[Start of section]

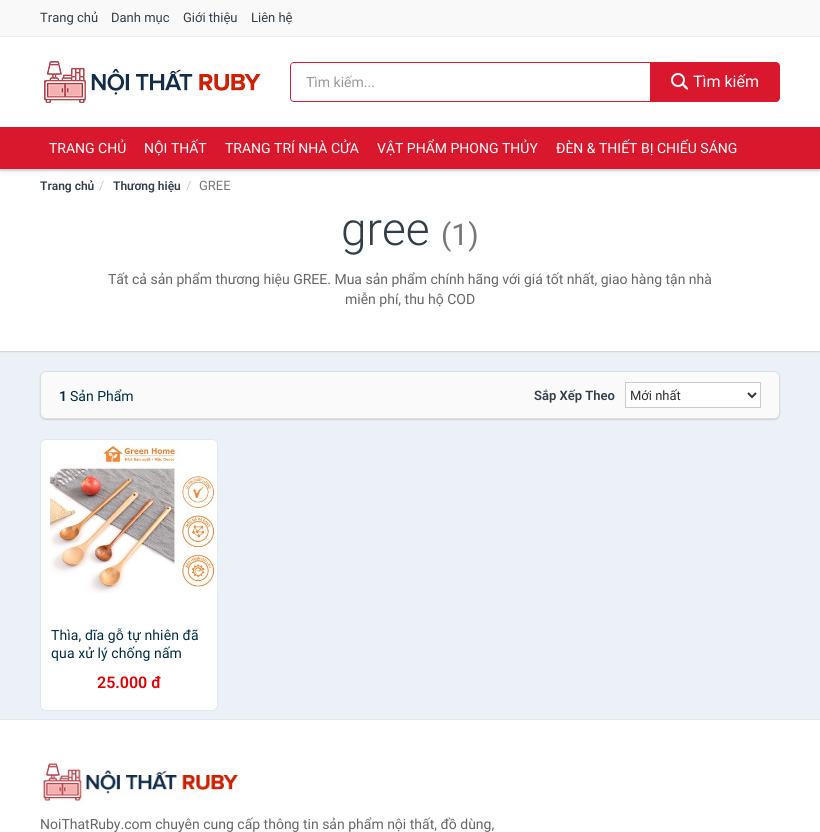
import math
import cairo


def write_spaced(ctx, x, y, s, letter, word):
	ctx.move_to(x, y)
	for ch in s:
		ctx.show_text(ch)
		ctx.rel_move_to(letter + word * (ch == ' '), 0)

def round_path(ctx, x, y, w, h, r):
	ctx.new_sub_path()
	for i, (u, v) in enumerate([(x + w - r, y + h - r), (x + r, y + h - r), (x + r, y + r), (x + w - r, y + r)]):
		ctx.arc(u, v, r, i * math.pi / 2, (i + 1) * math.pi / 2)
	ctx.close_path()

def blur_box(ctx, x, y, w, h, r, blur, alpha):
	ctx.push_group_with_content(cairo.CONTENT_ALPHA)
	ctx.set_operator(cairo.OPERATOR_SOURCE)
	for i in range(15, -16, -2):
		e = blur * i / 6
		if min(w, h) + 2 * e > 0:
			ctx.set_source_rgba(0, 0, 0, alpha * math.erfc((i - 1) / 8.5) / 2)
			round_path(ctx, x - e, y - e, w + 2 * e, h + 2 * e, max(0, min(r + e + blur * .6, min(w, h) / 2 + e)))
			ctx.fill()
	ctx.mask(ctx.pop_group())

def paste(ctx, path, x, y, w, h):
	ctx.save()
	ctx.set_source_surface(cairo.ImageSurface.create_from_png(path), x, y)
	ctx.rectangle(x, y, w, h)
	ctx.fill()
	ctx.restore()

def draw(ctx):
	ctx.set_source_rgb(1, 1, 1)
	ctx.paint()
	ctx.set_source_rgb(0.973, 0.973, 0.973)
	ctx.rectangle(0, 0, 820, 36)
	ctx.fill()
	ctx.set_source_rgb(0.922, 0.922, 0.922)
	ctx.rectangle(0, 36, 820, 1)
	ctx.fill()
	ctx.select_font_face('Roboto')
	ctx.set_font_size(13)
	ctx.set_source_rgb(0.2, 0.243, 0.282)
	for x, y, s in [
		(40, 22, 'Trang chủ'),
		(111, 22, 'Danh mục'),
		(183, 22, 'Giới thiệu'),
		(251, 22, 'Liên hệ'),
	]:
		ctx.move_to(x, y)
		ctx.show_text(s)
	paste(ctx, 'media/1.png', 40, 57, 223, 48)
	ctx.set_source_rgb(0.851, 0.09, 0.176)
	ctx.set_fill_rule(cairo.FILL_RULE_EVEN_ODD)
	ctx.new_path()
	ctx.move_to(294, 62)
	ctx.line_to(651, 62)
	ctx.line_to(651, 102)
	ctx.line_to(294, 102)
	ctx.curve_to(292, 102, 290, 100, 290, 98)
	ctx.line_to(290, 66)
	ctx.curve_to(290, 64, 292, 62, 294, 62)
	ctx.close_path()
	ctx.move_to(294, 63)
	ctx.line_to(651, 63)
	ctx.line_to(651, 101)
	ctx.line_to(294, 101)
	ctx.curve_to(292, 101, 291, 100, 291, 98)
	ctx.line_to(291, 66)
	ctx.curve_to(291, 64, 292, 63, 294, 63)
	ctx.close_path()
	ctx.fill()
	ctx.set_font_size(14)
	ctx.set_source_rgb(0.6, 0.6, 0.6)
	ctx.move_to(306, 87)
	ctx.show_text('Tìm kiếm...')
	ctx.set_source_rgb(0.851, 0.09, 0.176)
	ctx.new_path()
	ctx.move_to(650, 62)
	ctx.line_to(776, 62)
	ctx.curve_to(778, 62, 780, 64, 780, 66)
	ctx.line_to(780, 98)
	ctx.curve_to(780, 100, 778, 102, 776, 102)
	ctx.line_to(650, 102)
	ctx.close_path()
	ctx.fill()
	ctx.arc(678, 80, 6, 0, 2 * math.pi)
	ctx.set_source_rgb(1, 1, 1)
	ctx.stroke()
	ctx.set_fill_rule(cairo.FILL_RULE_WINDING)
	ctx.new_path()
	ctx.move_to(683, 83)
	ctx.curve_to(684, 84, 689, 88, 688, 89.5)
	ctx.curve_to(686.5, 90.5, 682.5, 85.5, 681.5, 84.5)
	ctx.close_path()
	ctx.fill()
	ctx.set_font_size(16)
	ctx.move_to(693, 87)
	ctx.show_text('Tìm kiếm')
	ctx.set_source_rgb(0, 0, 0)
	blur_box(ctx, 0, 129, 820, 42, 0, 1, 0.2)
	ctx.set_source_rgb(0.851, 0.09, 0.176)
	ctx.rectangle(0, 127, 820, 42)
	ctx.fill()
	ctx.set_font_size(14)
	ctx.set_source_rgb(1, 1, 1)
	for x, y, s in [
		(49, 153, 'TRANG CHỦ'),
		(144, 153, 'NỘI THẤT'),
		(225, 153, 'TRANG TRÍ NHÀ CỬA'),
		(377, 153, 'VẬT PHẨM PHONG THỦY'),
		(556, 153, 'ĐÈN & THIẾT BỊ CHIẾU SÁNG'),
	]:
		ctx.move_to(x, y)
		ctx.show_text(s)
	ctx.select_font_face('Roboto SemiBold')
	ctx.set_font_size(12)
	ctx.set_source_rgb(0.2, 0.243, 0.282)
	ctx.move_to(40, 190)
	ctx.show_text('Trang chủ')
	ctx.select_font_face('Roboto')
	ctx.set_font_size(13)
	ctx.set_source_rgb(0.8, 0.8, 0.8)
	ctx.move_to(99, 190)
	ctx.show_text('/')
	ctx.select_font_face('Roboto SemiBold')
	ctx.set_font_size(12)
	ctx.set_source_rgb(0.2, 0.243, 0.282)
	ctx.move_to(113, 190)
	ctx.show_text('Thương hiệu')
	ctx.select_font_face('Roboto')
	ctx.set_font_size(13)
	ctx.set_source_rgb(0.8, 0.8, 0.8)
	ctx.move_to(186, 190)
	ctx.show_text('/')
	ctx.set_source_rgb(0.467, 0.467, 0.467)
	ctx.move_to(199, 190)
	ctx.show_text('GREE')
	ctx.set_source_rgb(0.925, 0.945, 0.969)
	ctx.rectangle(0, 351, 820, 368)
	ctx.fill()
	ctx.set_source_rgb(0.706, 0.706, 0.706)
	blur_box(ctx, 0, 205, 820, 147, 0, 0.5, 0.5)
	ctx.set_source_rgb(1, 1, 1)
	ctx.rectangle(0, 204, 820, 147)
	ctx.fill()
	ctx.select_font_face('Roboto Light')
	ctx.set_font_size(46)
	ctx.set_source_rgb(0.2, 0.243, 0.282)
	ctx.move_to(341, 245)
	ctx.show_text('gree')
	ctx.select_font_face('Roboto')
	ctx.set_font_size(30)
	ctx.set_source_rgb(0.467, 0.467, 0.467)
	ctx.move_to(441, 245)
	ctx.show_text('(1)')
	ctx.set_font_size(14)
	ctx.set_source_rgb(0.4, 0.4, 0.4)
	ctx.move_to(108, 284)
	ctx.show_text('Tất cả sản phẩm thương hiệu GREE. Mua sản phẩm chính hãng với giá tốt nhất, giao hàng tận nhà')
	ctx.move_to(345, 304)
	ctx.show_text('miễn phí, thu hộ COD')
	ctx.set_source_rgb(0.706, 0.706, 0.706)
	blur_box(ctx, 40, 372, 740, 48, 6, 0.5, 0.5)
	ctx.set_source_rgb(0.98, 0.98, 0.98)
	round_path(ctx, 40.5, 371.5, 739, 47, 5.5)
	ctx.fill_preserve()
	ctx.set_source_rgb(0.867, 0.867, 0.867)
	ctx.set_line_width(1)
	ctx.stroke()
	ctx.select_font_face('Roboto SemiBold')
	ctx.set_source_rgb(0.004, 0.176, 0.255)
	ctx.move_to(59, 401)
	ctx.show_text('1')
	ctx.select_font_face('Roboto')
	ctx.move_to(70, 401)
	ctx.show_text('Sản Phẩm')
	ctx.select_font_face('Roboto SemiBold')
	ctx.set_font_size(13)
	ctx.set_source_rgb(0.2, 0.243, 0.282)
	ctx.move_to(534, 400)
	ctx.show_text('Sắp Xếp Theo')
	ctx.set_source_rgb(1, 1, 1)
	ctx.rectangle(625.5, 382.5, 135, 25)
	ctx.fill_preserve()
	ctx.set_source_rgb(0.8, 0.8, 0.8)
	ctx.stroke()
	ctx.new_path()
	ctx.move_to(748, 393)
	ctx.line_to(752, 397)
	ctx.line_to(756, 393)
	ctx.set_source_rgb(0.2, 0.2, 0.2)
	ctx.set_line_width(2)
	ctx.stroke()
	ctx.select_font_face('Roboto')
	ctx.move_to(630, 400)
	ctx.show_text('Mới nhất')
	ctx.set_source_rgb(1, 1, 1)
	round_path(ctx, 40.5, 439.5, 177, 271, 5.5)
	ctx.fill_preserve()
	ctx.set_source_rgb(0.875, 0.906, 0.937)
	ctx.set_line_width(1)
	ctx.stroke()
	paste(ctx, 'media/2.png', 49, 440, 168, 153)
	ctx.set_font_size(14)
	ctx.set_source_rgb(0.004, 0.176, 0.255)
	write_spaced(ctx, 51, 640, 'Thìa, dĩa gỗ tự nhiên đã', 0.1, 0)
	write_spaced(ctx, 51, 658, 'qua xử lý chống nấm', 0.1, 0)
	ctx.select_font_face('Roboto SemiBold')
	ctx.set_font_size(16)
	ctx.set_source_rgb(0.902, 0, 0)
	ctx.move_to(97, 688)
	ctx.show_text('25.000 đ')
	ctx.set_source_rgb(0.875, 0.906, 0.937)
	ctx.rectangle(0, 719, 820, 1)
	ctx.fill()
	paste(ctx, 'media/3.png', 40, 760, 200, 42)
	ctx.select_font_face('Roboto')
	ctx.set_font_size(14)
	ctx.set_source_rgb(0.4, 0.4, 0.4)
	ctx.move_to(40, 829)
	ctx.show_text('NoiThatRuby.com chuyên cung cấp thông tin sản phẩm nội thất, đồ dùng,')


surface = cairo.ImageSurface(cairo.FORMAT_RGB24, 820, 832)
ctx = cairo.Context(surface)
options = cairo.FontOptions()
options.set_hint_metrics(cairo.HINT_METRICS_OFF)
options.set_hint_style(cairo.HINT_STYLE_NONE)
ctx.set_font_options(options)
ctx.set_miter_limit(4)
draw(ctx)
surface.write_to_png('image.png')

[End of section]

WHAT IS NEEDED:
Looking through the data above, count the lines that include the string "word" and give only the count.

ANSWER TO THE EXERCISE:
2